Sectional having this evidences, this systematic review and meta-analysis also identified that chorioamnionitis another risk of SSI. Mothers who were diagnosed positive for chorioamnionitis had increased risk of SSI following cesarean section than mothers who don’t diagnosed for chorioamnionitis. Consistent finding was also reported from Canada, Australia and Estonia [38, 46, 50] . Chorioamnionitis is the inflammation of feto-placental membrane that can increase the chance of ascending or iatrogenic infection. This ascending infection can be complicated to sepsis for the both neonate and mother.

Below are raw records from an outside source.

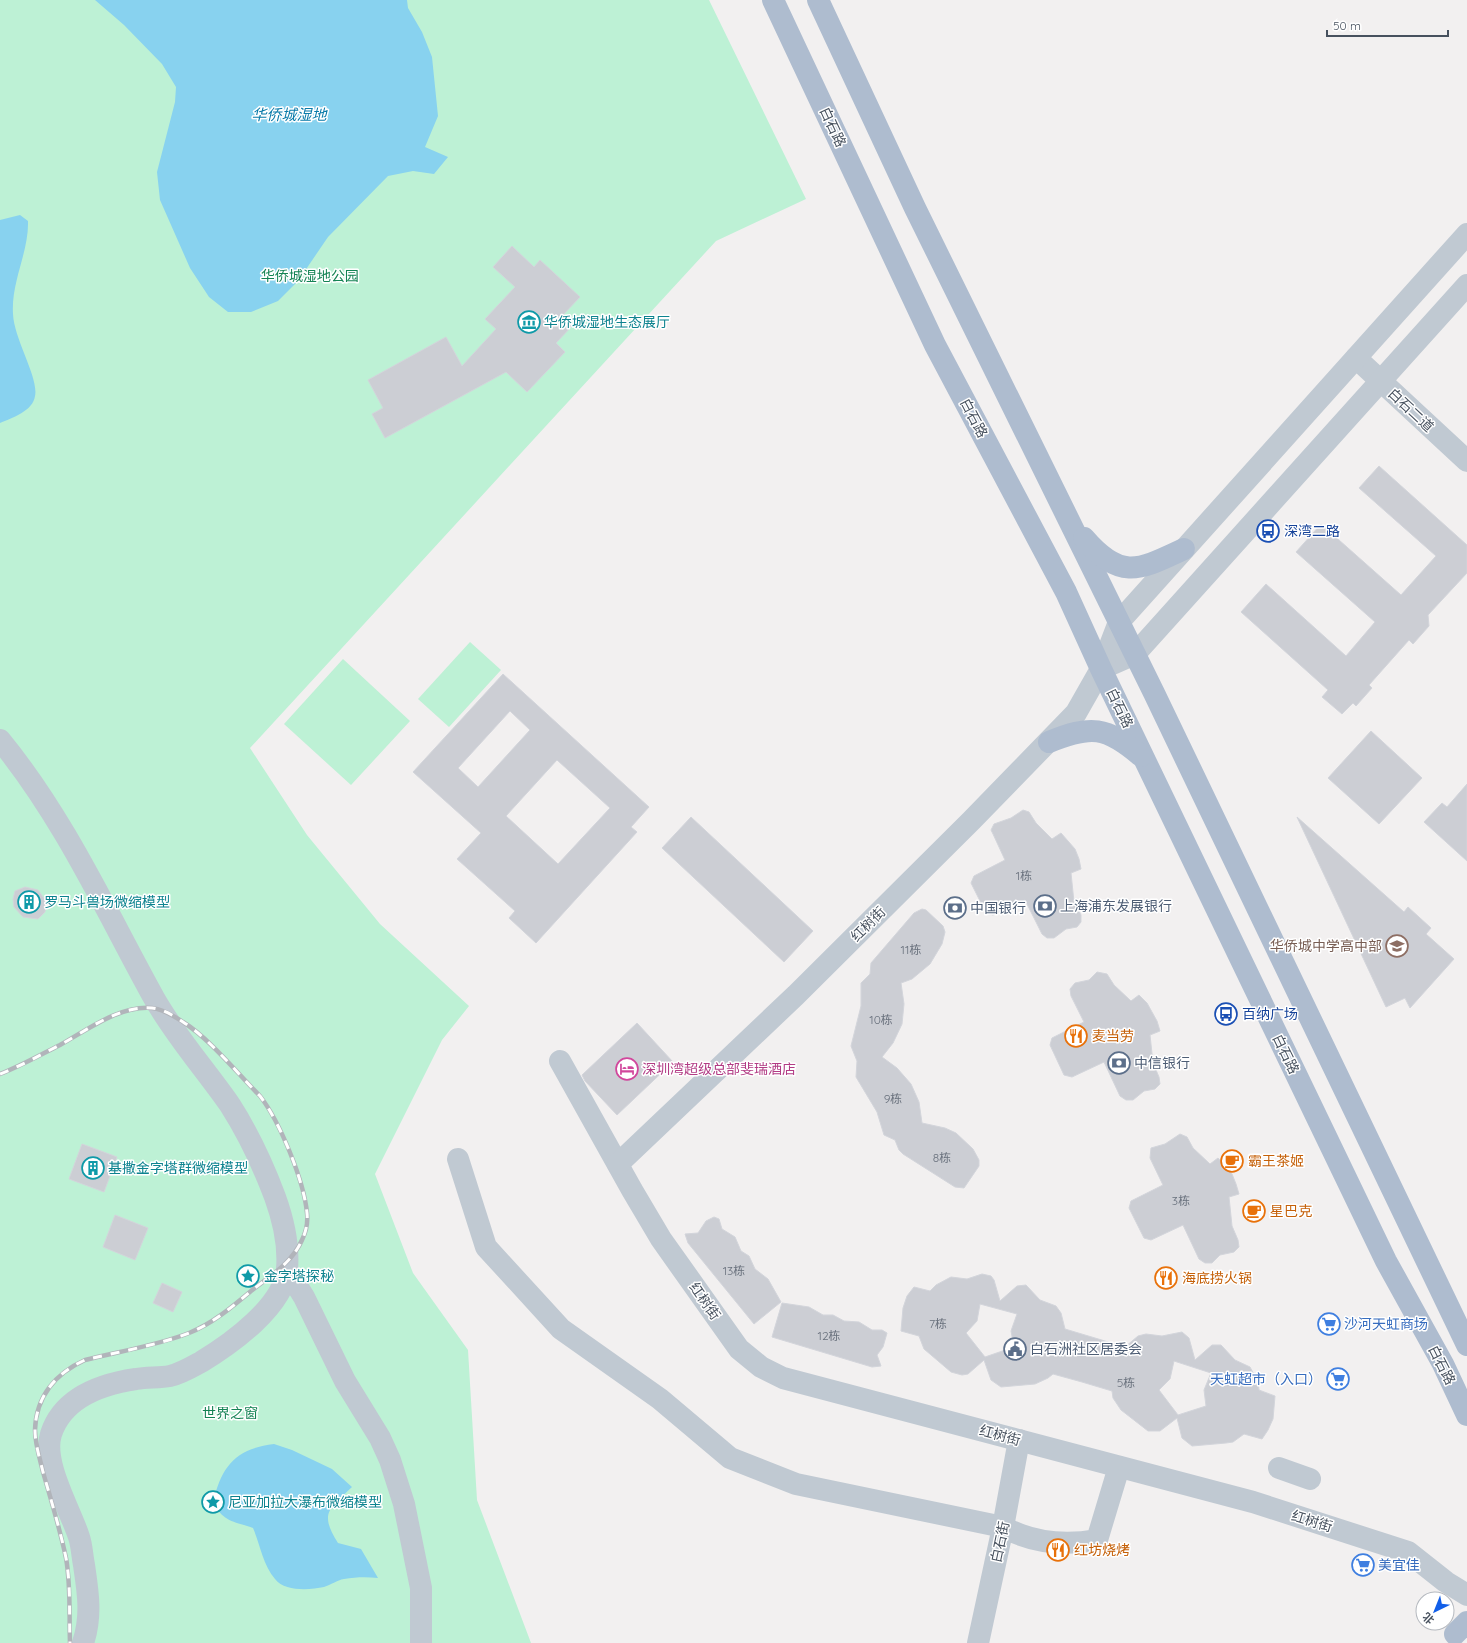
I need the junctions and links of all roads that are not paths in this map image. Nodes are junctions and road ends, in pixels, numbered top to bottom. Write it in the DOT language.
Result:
graph roads {
  1 [pos="773,0"];
  2 [pos="818,0"];
  3 [pos="1467,234"];
  4 [pos="1467,285"];
  5 [pos="1356,358"];
  6 [pos="1380,381"];
  7 [pos="1467,461"];
  8 [pos="1072,524"];
  9 [pos="1184,549"];
  10 [pos="1119,622"];
  11 [pos="1135,654"];
  12 [pos="1101,669"];
  13 [pos="1049,742"];
  14 [pos="2,747"];
  15 [pos="1144,758"];
  16 [pos="560,1061"];
  17 [pos="458,1159"];
  18 [pos="618,1164"];
  19 [pos="288,1270"];
  20 [pos="1467,1345"];
  21 [pos="1467,1415"];
  22 [pos="1019,1440"];
  23 [pos="1119,1467"];
  24 [pos="1279,1468"];
  25 [pos="1310,1479"];
  26 [pos="1003,1527"];
  27 [pos="1467,1595"];
  28 [pos="83,1643"];
  29 [pos="421,1643"];
  30 [pos="978,1643"];
  1 -- 12 [label="main road, 白石路"];
  2 -- 8 [label="main road"];
  3 -- 5 [label="street"];
  4 -- 6 [label="street"];
  5 -- 6 [label="street, 白石二道"];
  5 -- 9 [label="street"];
  6 -- 7 [label="street, 白石二道"];
  6 -- 11 [label="street"];
  8 -- 9 [label="main road"];
  8 -- 10 [label="main road"];
  9 -- 10 [label="street"];
  10 -- 11 [label="main road"];
  10 -- 12 [label="street"];
  11 -- 12 [label="street"];
  11 -- 20 [label="main road"];
  12 -- 13 [label="street, 红树街"];
  12 -- 15 [label="main road, 白石路"];
  13 -- 15 [label="main road"];
  13 -- 18 [label="street, 红树街"];
  14 -- 19 [label="street"];
  15 -- 21 [label="main road, 白石路"];
  16 -- 18 [label="street, 红树街"];
  17 -- 26 [label="street"];
  18 -- 22 [label="street, 红树街"];
  19 -- 28 [label="street"];
  19 -- 29 [label="street"];
  22 -- 23 [label="street, 红树街"];
  22 -- 26 [label="street, 白石街"];
  23 -- 26 [label="street"];
  23 -- 27 [label="street, 红树街"];
  24 -- 25 [label="street"];
  26 -- 30 [label="street, 白石街"];
}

This infection will affect or migrate to the sterile organs and tissues breached during cesarean section.
Moreover, anemia was also identified as medical factor which exacerbated SSI after cesarean section. Mothers who were diagnosed for anemia had increased risk of developing SSI after cesarean section than mothers who don’t diagnosed for anemia. This finding was consistent with a study conducted in Australia . Anemia is one of the hematologic disorders that negatively affect mothers’ body infection protection mechanism or immune system. Iron is essential element for proper functioning of the host immune system. Low iron level during anemia alters the function of host immune system. In addition, low hemoglobin level causes lower oxygen saturation at peripheral tissue . Delay in wound healing and low infection prevention finally leads to high risk of developing post procedure infection; SSI after cesarean section.

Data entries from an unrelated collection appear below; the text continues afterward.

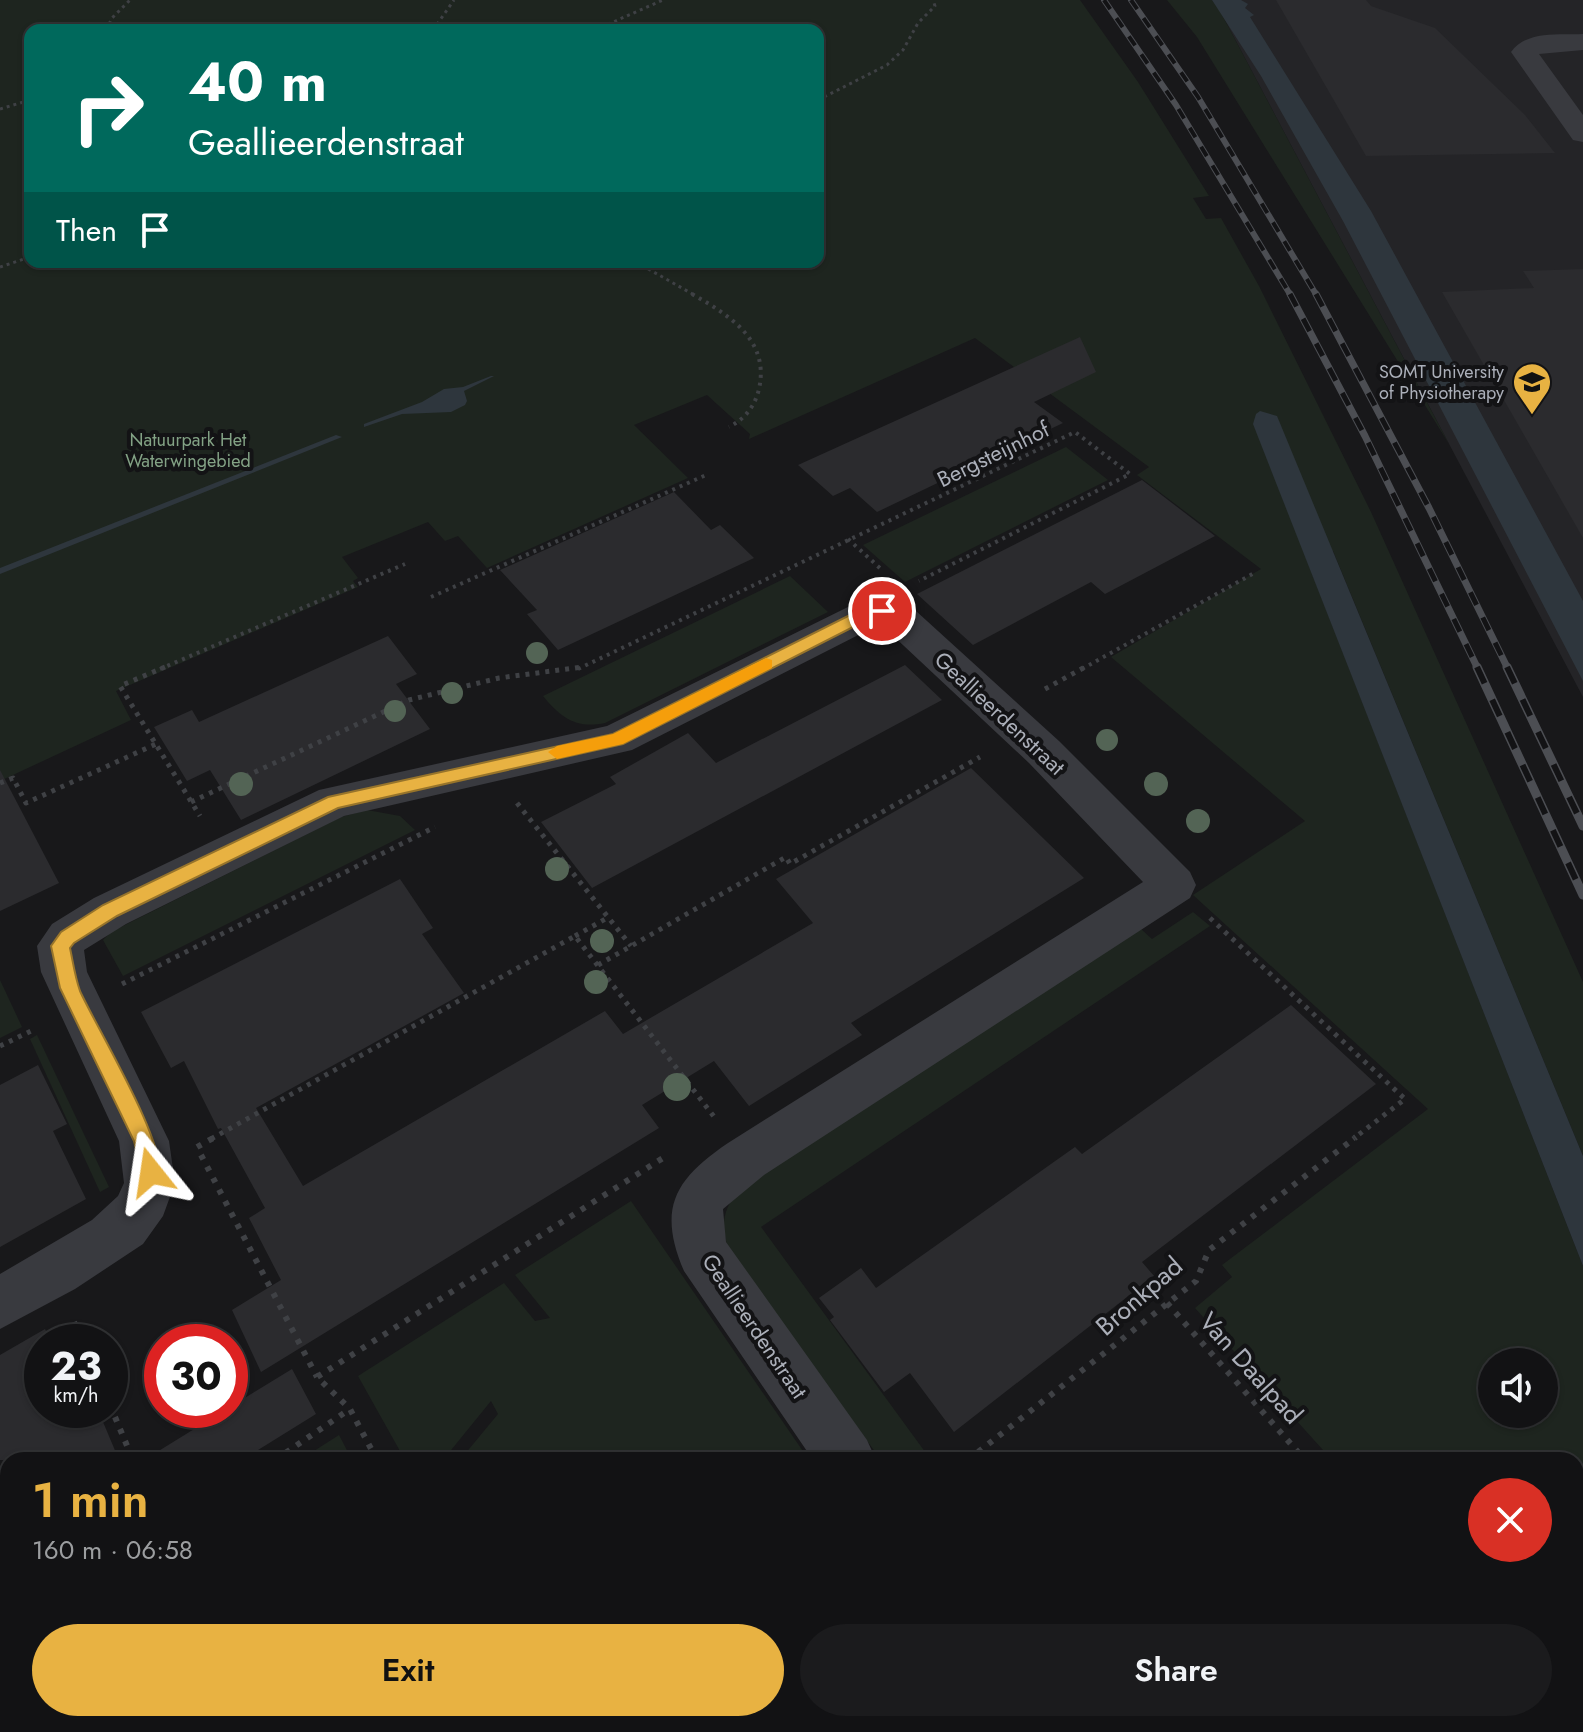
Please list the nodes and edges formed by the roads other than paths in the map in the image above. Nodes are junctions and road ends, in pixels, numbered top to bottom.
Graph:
1 (1583, 42) edge
2 (1583, 134) edge
3 (0, 1303) edge
4 (841, 1452) edge

1 - 2 street
3 - 4 street, Geallieerdenstraat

Once more, having history of vertical skin incision increases the risk of SSI. Mothers with history of vertical skin incision after cesarean section had increased risk of developing SSI than mothers with transverse skin incision. Comparable finding was also reported from Nepal. The potential reason may be that, having vertical skin incision is associated with involving more areas, delayed wound healing, higher risk of wound dehiscence, that will put the mothers for risk of developing SSI following the procedure[53, 54].

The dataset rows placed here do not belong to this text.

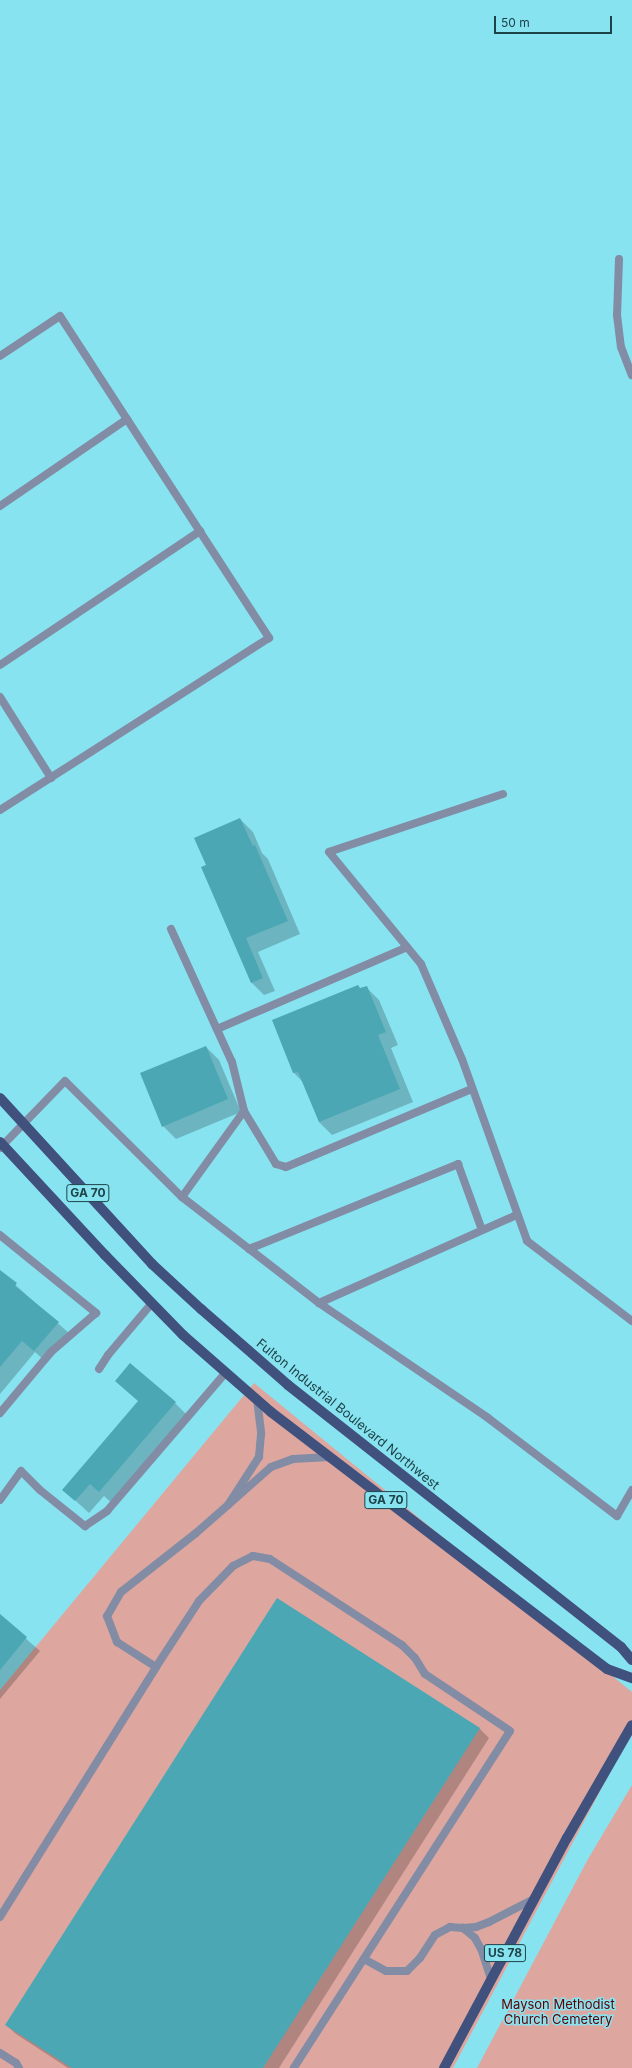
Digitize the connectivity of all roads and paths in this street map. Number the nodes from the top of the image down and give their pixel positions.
1 (619, 259) dead end
2 (0, 356) edge
3 (632, 375) edge
4 (127, 419) junction
5 (0, 506) edge
6 (200, 531) junction
7 (0, 665) edge
8 (0, 697) edge
9 (51, 778) junction
10 (503, 794) dead end
11 (0, 810) edge
12 (171, 928) dead end
13 (407, 947) junction
14 (217, 1029) junction
15 (472, 1089) junction
16 (0, 1098) edge
17 (244, 1111) junction
18 (24, 1123) junction
19 (1, 1145) edge
20 (182, 1197) junction
21 (517, 1215) junction
22 (482, 1230) junction
23 (0, 1235) edge
24 (249, 1248) junction
25 (152, 1303) junction
26 (319, 1303) junction
27 (632, 1321) edge
28 (99, 1368) dead end
29 (226, 1372) junction
30 (257, 1399) junction
31 (0, 1413) edge
32 (330, 1457) junction
33 (632, 1490) edge
34 (0, 1500) edge
35 (228, 1504) junction
36 (632, 1660) edge
37 (156, 1667) junction
38 (632, 1678) edge
39 (632, 1724) edge
40 (534, 1899) junction
41 (0, 1917) edge
42 (463, 1928) junction
43 (364, 1959) junction
44 (491, 1979) junction
45 (0, 2053) edge
46 (19, 2068) edge
47 (294, 2068) edge
48 (444, 2068) edge

1 - 3 street
2 - 4 street
4 - 5 street
4 - 6 street
6 - 7 street
6 - 9 street
8 - 9 street
9 - 11 street
10 - 13 street
12 - 14 street
13 - 14 street
13 - 15 street
14 - 17 street
15 - 17 street
15 - 21 street
16 - 18 main road, Fulton Industrial Boulevard Northwest / GA 70
17 - 20 street
18 - 19 street
18 - 20 street
18 - 36 main road, Fulton Industrial Boulevard Northwest / GA 70
19 - 25 main road, GA 70
20 - 24 street
21 - 22 street
21 - 27 street
22 - 24 street
22 - 26 street
23 - 31 street
24 - 26 street
25 - 28 street
25 - 29 main road, GA 70
26 - 33 street
29 - 30 main road, GA 70
29 - 34 street
30 - 32 main road, GA 70
30 - 35 street
32 - 35 street
32 - 38 main road, GA 70
35 - 37 street
37 - 41 street
37 - 43 street
39 - 40 main road, US 78
40 - 42 street
40 - 44 main road, US 78
42 - 43 street
42 - 44 street
43 - 47 street
44 - 48 main road, US 78
45 - 46 street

In our study, a risk bias assessment showed that 7 (63.6%) studies had high quality scores and four (36.4%) had low quality scores. Representation and case-definition biases were the most commonly noted. To determine the inﬂuence of low methodological quality/high risk of bias on our estimates of pooled prevalence we estimated pooled prevalence without the low-quality studies. The confidence intervals of our estimates of pooled prevalence with and without these studies overlapped, indicating no significant difference between them. These results suggest that the majority of the primary study authors have met high quality standards. This lends credibility to our findings.
Limitation of the study
This systematic review and meta-analysis included only articles reporting in English language, which may restrict our findings. The majority of the articles use small sample size, might be affect the prevalence estimation. All included studies were cross sectional study design in which the result might potentially affected by confounding variables. In addition the meta-analysis didn’t include all regions and administrative city which only includes four regions and one administrative city of the country. Therefore further country based studies to assess other confounding factors related to health service factors, health policy factors and health care giver related factors for the prevalent SSI in Ethiopia is recommended.